#### Instructions to follow:
Your job with the data below: print everything from the line that holds "ring mcp: (213, 127)" down to the line that holds "index pip: (364, 288)", ends included, exactly, and nothing else.
------------------------------------------------------------
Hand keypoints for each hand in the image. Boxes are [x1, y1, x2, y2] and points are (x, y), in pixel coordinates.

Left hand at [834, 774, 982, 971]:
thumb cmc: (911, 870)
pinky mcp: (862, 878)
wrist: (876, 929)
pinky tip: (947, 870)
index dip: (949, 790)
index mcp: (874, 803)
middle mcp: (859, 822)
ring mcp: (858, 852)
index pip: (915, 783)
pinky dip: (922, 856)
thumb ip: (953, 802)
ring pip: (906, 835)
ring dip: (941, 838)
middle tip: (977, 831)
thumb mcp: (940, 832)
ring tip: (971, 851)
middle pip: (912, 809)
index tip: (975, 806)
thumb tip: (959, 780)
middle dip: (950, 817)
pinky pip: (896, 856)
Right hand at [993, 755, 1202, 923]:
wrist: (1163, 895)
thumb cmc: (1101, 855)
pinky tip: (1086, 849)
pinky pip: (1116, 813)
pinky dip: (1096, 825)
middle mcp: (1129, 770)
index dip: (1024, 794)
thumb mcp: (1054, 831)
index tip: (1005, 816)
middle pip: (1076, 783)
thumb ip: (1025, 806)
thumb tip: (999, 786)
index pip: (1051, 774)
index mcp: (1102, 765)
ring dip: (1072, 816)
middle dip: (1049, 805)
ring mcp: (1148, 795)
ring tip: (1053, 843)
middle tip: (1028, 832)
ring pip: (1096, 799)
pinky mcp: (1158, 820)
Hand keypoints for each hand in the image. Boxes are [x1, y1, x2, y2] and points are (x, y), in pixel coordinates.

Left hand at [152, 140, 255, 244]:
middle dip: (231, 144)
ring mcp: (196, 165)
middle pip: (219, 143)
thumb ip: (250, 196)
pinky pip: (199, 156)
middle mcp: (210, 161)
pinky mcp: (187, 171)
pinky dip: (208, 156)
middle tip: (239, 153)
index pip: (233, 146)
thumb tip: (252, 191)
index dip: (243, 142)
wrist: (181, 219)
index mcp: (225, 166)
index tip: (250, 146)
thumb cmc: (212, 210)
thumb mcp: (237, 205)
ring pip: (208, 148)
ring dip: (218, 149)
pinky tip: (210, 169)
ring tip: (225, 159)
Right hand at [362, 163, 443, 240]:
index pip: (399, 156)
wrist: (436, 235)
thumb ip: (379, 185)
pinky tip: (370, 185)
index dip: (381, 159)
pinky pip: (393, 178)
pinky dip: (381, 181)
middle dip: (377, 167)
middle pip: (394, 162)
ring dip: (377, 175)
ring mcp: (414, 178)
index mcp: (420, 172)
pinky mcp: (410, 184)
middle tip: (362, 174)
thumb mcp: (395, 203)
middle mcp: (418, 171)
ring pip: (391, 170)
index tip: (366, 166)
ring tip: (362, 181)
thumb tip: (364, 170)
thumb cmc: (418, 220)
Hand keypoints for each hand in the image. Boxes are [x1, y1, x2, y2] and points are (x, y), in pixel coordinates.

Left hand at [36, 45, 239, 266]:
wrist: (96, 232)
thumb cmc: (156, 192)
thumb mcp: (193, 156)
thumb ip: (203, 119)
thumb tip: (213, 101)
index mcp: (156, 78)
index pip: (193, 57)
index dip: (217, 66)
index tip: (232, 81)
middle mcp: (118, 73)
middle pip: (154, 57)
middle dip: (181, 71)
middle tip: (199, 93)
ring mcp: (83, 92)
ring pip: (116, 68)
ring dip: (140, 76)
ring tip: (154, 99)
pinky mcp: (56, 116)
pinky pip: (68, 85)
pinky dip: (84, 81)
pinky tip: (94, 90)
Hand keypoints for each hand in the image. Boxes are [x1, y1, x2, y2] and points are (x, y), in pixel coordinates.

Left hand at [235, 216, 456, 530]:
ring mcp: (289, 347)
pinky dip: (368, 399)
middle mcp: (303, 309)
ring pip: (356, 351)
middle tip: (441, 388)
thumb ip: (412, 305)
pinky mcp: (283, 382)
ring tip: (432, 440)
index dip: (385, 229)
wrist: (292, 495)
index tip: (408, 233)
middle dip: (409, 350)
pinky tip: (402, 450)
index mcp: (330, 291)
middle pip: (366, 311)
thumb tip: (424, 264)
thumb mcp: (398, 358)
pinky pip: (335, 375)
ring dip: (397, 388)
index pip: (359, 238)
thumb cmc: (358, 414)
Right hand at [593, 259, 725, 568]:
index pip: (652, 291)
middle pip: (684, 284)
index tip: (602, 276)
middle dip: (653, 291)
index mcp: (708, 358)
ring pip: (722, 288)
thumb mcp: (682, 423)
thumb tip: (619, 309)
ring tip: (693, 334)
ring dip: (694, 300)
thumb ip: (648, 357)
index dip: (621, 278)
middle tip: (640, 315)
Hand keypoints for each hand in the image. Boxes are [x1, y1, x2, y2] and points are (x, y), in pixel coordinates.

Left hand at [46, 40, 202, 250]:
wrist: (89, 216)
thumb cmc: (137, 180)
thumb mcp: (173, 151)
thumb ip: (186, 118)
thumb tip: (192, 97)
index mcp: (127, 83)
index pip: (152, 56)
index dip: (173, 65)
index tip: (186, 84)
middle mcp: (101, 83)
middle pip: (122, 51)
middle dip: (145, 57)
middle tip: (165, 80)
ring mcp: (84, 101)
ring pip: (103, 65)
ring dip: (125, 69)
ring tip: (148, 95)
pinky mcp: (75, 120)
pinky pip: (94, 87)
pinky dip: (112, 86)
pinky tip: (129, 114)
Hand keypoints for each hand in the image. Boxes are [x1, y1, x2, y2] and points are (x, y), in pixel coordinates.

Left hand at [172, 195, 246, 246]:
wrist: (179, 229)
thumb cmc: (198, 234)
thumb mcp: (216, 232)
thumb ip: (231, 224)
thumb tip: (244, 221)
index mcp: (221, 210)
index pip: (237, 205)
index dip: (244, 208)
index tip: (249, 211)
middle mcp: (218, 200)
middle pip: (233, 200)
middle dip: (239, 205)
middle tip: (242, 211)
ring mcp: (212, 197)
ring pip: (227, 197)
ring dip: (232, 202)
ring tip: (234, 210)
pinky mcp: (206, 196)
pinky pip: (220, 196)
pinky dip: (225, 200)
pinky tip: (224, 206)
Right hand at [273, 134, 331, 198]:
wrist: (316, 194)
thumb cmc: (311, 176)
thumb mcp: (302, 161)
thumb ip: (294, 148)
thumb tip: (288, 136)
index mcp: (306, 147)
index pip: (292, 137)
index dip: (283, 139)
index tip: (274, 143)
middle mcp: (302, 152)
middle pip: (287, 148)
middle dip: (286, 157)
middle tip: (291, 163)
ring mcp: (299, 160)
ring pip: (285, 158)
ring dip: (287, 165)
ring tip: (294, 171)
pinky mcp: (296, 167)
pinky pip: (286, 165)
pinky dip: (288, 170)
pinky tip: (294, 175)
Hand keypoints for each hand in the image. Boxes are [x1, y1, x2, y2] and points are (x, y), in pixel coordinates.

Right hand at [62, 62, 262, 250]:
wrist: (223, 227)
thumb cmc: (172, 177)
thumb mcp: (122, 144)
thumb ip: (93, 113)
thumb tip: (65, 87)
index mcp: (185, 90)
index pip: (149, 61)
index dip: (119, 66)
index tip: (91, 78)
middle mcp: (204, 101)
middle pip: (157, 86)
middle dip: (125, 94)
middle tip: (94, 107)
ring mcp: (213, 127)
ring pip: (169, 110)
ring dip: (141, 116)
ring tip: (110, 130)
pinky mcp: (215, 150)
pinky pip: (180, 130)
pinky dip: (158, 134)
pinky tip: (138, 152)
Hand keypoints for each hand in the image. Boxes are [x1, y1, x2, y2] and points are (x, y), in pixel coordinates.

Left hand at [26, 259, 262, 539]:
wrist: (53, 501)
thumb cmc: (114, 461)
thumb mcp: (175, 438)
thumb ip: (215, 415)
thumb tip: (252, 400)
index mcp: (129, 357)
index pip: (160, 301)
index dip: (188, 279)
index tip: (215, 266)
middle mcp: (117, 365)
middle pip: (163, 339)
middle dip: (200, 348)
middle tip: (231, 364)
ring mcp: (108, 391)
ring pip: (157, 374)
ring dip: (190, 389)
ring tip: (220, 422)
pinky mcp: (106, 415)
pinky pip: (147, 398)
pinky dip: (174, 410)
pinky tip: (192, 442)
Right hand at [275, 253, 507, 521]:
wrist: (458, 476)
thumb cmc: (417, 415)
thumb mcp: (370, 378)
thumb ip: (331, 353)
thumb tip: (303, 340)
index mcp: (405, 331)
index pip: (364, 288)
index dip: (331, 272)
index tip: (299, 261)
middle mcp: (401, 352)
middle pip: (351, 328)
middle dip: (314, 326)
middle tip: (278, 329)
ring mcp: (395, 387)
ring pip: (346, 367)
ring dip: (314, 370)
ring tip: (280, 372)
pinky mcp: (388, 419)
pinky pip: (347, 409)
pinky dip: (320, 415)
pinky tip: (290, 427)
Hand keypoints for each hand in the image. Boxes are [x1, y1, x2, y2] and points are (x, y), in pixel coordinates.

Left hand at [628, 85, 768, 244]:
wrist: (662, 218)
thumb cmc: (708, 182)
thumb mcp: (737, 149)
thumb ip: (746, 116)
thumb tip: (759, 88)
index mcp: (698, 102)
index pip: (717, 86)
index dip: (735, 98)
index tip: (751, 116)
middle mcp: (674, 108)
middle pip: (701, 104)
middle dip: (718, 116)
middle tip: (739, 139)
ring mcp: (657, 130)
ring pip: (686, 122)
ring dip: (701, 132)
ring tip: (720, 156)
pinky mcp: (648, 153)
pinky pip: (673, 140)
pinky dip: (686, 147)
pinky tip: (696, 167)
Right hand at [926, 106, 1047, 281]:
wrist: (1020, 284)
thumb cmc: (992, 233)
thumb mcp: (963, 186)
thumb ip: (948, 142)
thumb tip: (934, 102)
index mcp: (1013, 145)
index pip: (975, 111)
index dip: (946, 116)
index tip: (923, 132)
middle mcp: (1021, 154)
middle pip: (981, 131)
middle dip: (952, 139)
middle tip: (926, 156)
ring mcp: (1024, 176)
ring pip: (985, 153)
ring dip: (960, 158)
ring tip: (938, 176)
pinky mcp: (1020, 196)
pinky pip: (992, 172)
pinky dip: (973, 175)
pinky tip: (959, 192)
------------------------------------------------------------
#### Solution to the exercise:
ring mcp: (213, 127)
ring pip: (169, 110)
ring dip: (141, 116)
ring tip: (110, 130)
pinky mcp: (215, 150)
pinky pip: (180, 130)
pinky dip: (158, 134)
pinky tip: (138, 152)
Hand keypoints for each hand in the image. Boxes are [x1, y1, x2, y2] and points are (x, y), in pixel coordinates.

Left hand at [26, 259, 262, 539]:
wrist: (53, 501)
thumb cmc: (114, 461)
thumb mcp: (175, 438)
thumb ip: (215, 415)
thumb tip: (252, 400)
index mcp: (129, 357)
index pip: (160, 301)
index dip: (188, 279)
index tip: (215, 266)
middle mcp: (117, 365)
middle pip: (163, 339)
middle dip: (200, 348)
middle tip: (231, 364)
ring mcp: (108, 391)
ring pip: (157, 374)
ring dip: (190, 389)
ring tip: (220, 422)
pinky mcp: (106, 415)
pinky pip: (147, 398)
pinky dip: (174, 410)
pinky tip: (192, 442)
Right hand at [275, 253, 507, 521]:
wrist: (458, 476)
thumb cmc: (417, 415)
thumb mcp: (370, 378)
thumb ip: (331, 353)
thumb tip: (303, 340)
index mcp: (405, 331)
index pip: (364, 288)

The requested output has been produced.